Working data section start

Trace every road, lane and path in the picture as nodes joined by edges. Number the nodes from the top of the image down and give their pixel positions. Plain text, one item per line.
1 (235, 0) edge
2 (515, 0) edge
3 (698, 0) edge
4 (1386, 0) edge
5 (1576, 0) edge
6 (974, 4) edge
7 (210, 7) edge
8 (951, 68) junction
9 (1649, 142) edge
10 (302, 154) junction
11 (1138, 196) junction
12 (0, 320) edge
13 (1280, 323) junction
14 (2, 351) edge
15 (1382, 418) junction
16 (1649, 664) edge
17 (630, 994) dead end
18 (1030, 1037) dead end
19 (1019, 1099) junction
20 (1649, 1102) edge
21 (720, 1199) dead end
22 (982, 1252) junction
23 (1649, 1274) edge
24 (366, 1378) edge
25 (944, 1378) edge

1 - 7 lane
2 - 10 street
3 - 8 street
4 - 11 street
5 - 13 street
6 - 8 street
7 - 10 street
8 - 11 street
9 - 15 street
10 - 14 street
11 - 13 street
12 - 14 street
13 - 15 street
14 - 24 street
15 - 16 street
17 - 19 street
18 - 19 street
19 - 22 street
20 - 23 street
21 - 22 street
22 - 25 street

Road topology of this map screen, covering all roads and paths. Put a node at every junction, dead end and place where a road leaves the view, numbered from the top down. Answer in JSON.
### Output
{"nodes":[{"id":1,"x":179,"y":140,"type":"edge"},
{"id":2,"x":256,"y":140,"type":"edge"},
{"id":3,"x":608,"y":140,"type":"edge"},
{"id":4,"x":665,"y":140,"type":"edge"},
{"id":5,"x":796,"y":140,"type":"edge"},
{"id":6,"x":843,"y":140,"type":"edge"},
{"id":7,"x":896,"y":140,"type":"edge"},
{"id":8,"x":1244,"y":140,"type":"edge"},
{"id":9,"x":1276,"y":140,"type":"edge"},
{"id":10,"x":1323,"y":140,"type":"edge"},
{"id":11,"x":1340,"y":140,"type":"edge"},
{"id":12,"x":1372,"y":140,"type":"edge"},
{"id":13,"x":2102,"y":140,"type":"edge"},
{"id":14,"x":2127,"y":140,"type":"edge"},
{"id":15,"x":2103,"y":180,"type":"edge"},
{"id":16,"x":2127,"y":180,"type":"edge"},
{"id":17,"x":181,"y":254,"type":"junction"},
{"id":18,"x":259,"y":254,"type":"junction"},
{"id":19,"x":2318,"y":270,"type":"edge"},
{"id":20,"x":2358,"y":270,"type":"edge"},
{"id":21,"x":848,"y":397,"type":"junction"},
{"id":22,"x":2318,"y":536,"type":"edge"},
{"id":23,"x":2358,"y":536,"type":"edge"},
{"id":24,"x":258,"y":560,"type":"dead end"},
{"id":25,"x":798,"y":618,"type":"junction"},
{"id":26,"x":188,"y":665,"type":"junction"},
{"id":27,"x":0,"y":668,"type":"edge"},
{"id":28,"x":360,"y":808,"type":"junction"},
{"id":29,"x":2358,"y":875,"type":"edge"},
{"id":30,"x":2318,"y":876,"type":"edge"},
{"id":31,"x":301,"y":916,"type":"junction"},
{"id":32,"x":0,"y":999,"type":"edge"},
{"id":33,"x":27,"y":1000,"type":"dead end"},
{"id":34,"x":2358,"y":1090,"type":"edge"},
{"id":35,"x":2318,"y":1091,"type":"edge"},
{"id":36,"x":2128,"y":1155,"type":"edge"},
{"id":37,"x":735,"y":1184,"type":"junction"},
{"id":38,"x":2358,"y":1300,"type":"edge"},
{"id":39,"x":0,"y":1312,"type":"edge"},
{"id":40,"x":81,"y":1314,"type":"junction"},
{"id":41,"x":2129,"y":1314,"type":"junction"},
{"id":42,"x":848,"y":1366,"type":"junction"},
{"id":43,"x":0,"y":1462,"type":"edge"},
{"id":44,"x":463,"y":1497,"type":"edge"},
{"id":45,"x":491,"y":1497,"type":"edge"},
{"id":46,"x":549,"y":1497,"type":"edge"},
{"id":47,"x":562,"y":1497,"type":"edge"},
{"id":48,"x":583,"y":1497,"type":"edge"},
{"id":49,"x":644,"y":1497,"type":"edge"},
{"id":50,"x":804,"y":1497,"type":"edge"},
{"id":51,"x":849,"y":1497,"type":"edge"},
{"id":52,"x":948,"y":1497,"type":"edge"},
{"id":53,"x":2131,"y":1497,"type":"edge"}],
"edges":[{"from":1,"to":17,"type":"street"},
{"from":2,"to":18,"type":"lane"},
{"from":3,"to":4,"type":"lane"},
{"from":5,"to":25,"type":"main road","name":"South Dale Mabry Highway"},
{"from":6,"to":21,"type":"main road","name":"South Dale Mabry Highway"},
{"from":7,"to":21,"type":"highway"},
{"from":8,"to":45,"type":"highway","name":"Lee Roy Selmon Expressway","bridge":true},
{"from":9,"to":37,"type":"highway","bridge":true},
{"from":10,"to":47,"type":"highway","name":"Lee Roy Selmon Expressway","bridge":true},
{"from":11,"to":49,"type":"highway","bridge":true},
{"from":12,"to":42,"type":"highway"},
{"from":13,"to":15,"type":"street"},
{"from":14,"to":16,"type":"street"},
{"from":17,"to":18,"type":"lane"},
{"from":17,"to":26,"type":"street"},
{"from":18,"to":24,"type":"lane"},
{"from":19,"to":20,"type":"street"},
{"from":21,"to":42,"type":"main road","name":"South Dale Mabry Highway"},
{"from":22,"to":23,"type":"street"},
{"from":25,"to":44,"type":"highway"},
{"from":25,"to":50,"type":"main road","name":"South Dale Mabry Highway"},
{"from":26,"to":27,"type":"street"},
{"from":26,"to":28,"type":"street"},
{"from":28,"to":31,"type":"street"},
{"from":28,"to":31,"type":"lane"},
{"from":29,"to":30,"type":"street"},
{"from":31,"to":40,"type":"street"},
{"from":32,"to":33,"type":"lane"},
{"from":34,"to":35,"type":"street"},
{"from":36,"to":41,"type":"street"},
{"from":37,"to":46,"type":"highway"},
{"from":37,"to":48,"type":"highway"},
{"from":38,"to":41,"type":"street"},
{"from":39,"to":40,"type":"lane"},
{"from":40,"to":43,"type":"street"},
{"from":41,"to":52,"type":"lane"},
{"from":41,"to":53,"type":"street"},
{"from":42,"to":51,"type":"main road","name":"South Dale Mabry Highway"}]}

Working data section end

(Try it): The whole listing above, restated word for word, is the required answer.

(Exercise solution):
Trace every road, lane and path in the picture as nodes joined by edges. Number the nodes from the top of the image down and give their pixel positions. Plain text, one item per line.
1 (235, 0) edge
2 (515, 0) edge
3 (698, 0) edge
4 (1386, 0) edge
5 (1576, 0) edge
6 (974, 4) edge
7 (210, 7) edge
8 (951, 68) junction
9 (1649, 142) edge
10 (302, 154) junction
11 (1138, 196) junction
12 (0, 320) edge
13 (1280, 323) junction
14 (2, 351) edge
15 (1382, 418) junction
16 (1649, 664) edge
17 (630, 994) dead end
18 (1030, 1037) dead end
19 (1019, 1099) junction
20 (1649, 1102) edge
21 (720, 1199) dead end
22 (982, 1252) junction
23 (1649, 1274) edge
24 (366, 1378) edge
25 (944, 1378) edge

1 - 7 lane
2 - 10 street
3 - 8 street
4 - 11 street
5 - 13 street
6 - 8 street
7 - 10 street
8 - 11 street
9 - 15 street
10 - 14 street
11 - 13 street
12 - 14 street
13 - 15 street
14 - 24 street
15 - 16 street
17 - 19 street
18 - 19 street
19 - 22 street
20 - 23 street
21 - 22 street
22 - 25 street

Road topology of this map screen, covering all roads and paths. Put a node at every junction, dead end and place where a road leaves the view, numbered from the top down. Answer in JSON.
### Output
{"nodes":[{"id":1,"x":179,"y":140,"type":"edge"},
{"id":2,"x":256,"y":140,"type":"edge"},
{"id":3,"x":608,"y":140,"type":"edge"},
{"id":4,"x":665,"y":140,"type":"edge"},
{"id":5,"x":796,"y":140,"type":"edge"},
{"id":6,"x":843,"y":140,"type":"edge"},
{"id":7,"x":896,"y":140,"type":"edge"},
{"id":8,"x":1244,"y":140,"type":"edge"},
{"id":9,"x":1276,"y":140,"type":"edge"},
{"id":10,"x":1323,"y":140,"type":"edge"},
{"id":11,"x":1340,"y":140,"type":"edge"},
{"id":12,"x":1372,"y":140,"type":"edge"},
{"id":13,"x":2102,"y":140,"type":"edge"},
{"id":14,"x":2127,"y":140,"type":"edge"},
{"id":15,"x":2103,"y":180,"type":"edge"},
{"id":16,"x":2127,"y":180,"type":"edge"},
{"id":17,"x":181,"y":254,"type":"junction"},
{"id":18,"x":259,"y":254,"type":"junction"},
{"id":19,"x":2318,"y":270,"type":"edge"},
{"id":20,"x":2358,"y":270,"type":"edge"},
{"id":21,"x":848,"y":397,"type":"junction"},
{"id":22,"x":2318,"y":536,"type":"edge"},
{"id":23,"x":2358,"y":536,"type":"edge"},
{"id":24,"x":258,"y":560,"type":"dead end"},
{"id":25,"x":798,"y":618,"type":"junction"},
{"id":26,"x":188,"y":665,"type":"junction"},
{"id":27,"x":0,"y":668,"type":"edge"},
{"id":28,"x":360,"y":808,"type":"junction"},
{"id":29,"x":2358,"y":875,"type":"edge"},
{"id":30,"x":2318,"y":876,"type":"edge"},
{"id":31,"x":301,"y":916,"type":"junction"},
{"id":32,"x":0,"y":999,"type":"edge"},
{"id":33,"x":27,"y":1000,"type":"dead end"},
{"id":34,"x":2358,"y":1090,"type":"edge"},
{"id":35,"x":2318,"y":1091,"type":"edge"},
{"id":36,"x":2128,"y":1155,"type":"edge"},
{"id":37,"x":735,"y":1184,"type":"junction"},
{"id":38,"x":2358,"y":1300,"type":"edge"},
{"id":39,"x":0,"y":1312,"type":"edge"},
{"id":40,"x":81,"y":1314,"type":"junction"},
{"id":41,"x":2129,"y":1314,"type":"junction"},
{"id":42,"x":848,"y":1366,"type":"junction"},
{"id":43,"x":0,"y":1462,"type":"edge"},
{"id":44,"x":463,"y":1497,"type":"edge"},
{"id":45,"x":491,"y":1497,"type":"edge"},
{"id":46,"x":549,"y":1497,"type":"edge"},
{"id":47,"x":562,"y":1497,"type":"edge"},
{"id":48,"x":583,"y":1497,"type":"edge"},
{"id":49,"x":644,"y":1497,"type":"edge"},
{"id":50,"x":804,"y":1497,"type":"edge"},
{"id":51,"x":849,"y":1497,"type":"edge"},
{"id":52,"x":948,"y":1497,"type":"edge"},
{"id":53,"x":2131,"y":1497,"type":"edge"}],
"edges":[{"from":1,"to":17,"type":"street"},
{"from":2,"to":18,"type":"lane"},
{"from":3,"to":4,"type":"lane"},
{"from":5,"to":25,"type":"main road","name":"South Dale Mabry Highway"},
{"from":6,"to":21,"type":"main road","name":"South Dale Mabry Highway"},
{"from":7,"to":21,"type":"highway"},
{"from":8,"to":45,"type":"highway","name":"Lee Roy Selmon Expressway","bridge":true},
{"from":9,"to":37,"type":"highway","bridge":true},
{"from":10,"to":47,"type":"highway","name":"Lee Roy Selmon Expressway","bridge":true},
{"from":11,"to":49,"type":"highway","bridge":true},
{"from":12,"to":42,"type":"highway"},
{"from":13,"to":15,"type":"street"},
{"from":14,"to":16,"type":"street"},
{"from":17,"to":18,"type":"lane"},
{"from":17,"to":26,"type":"street"},
{"from":18,"to":24,"type":"lane"},
{"from":19,"to":20,"type":"street"},
{"from":21,"to":42,"type":"main road","name":"South Dale Mabry Highway"},
{"from":22,"to":23,"type":"street"},
{"from":25,"to":44,"type":"highway"},
{"from":25,"to":50,"type":"main road","name":"South Dale Mabry Highway"},
{"from":26,"to":27,"type":"street"},
{"from":26,"to":28,"type":"street"},
{"from":28,"to":31,"type":"street"},
{"from":28,"to":31,"type":"lane"},
{"from":29,"to":30,"type":"street"},
{"from":31,"to":40,"type":"street"},
{"from":32,"to":33,"type":"lane"},
{"from":34,"to":35,"type":"street"},
{"from":36,"to":41,"type":"street"},
{"from":37,"to":46,"type":"highway"},
{"from":37,"to":48,"type":"highway"},
{"from":38,"to":41,"type":"street"},
{"from":39,"to":40,"type":"lane"},
{"from":40,"to":43,"type":"street"},
{"from":41,"to":52,"type":"lane"},
{"from":41,"to":53,"type":"street"},
{"from":42,"to":51,"type":"main road","name":"South Dale Mabry Highway"}]}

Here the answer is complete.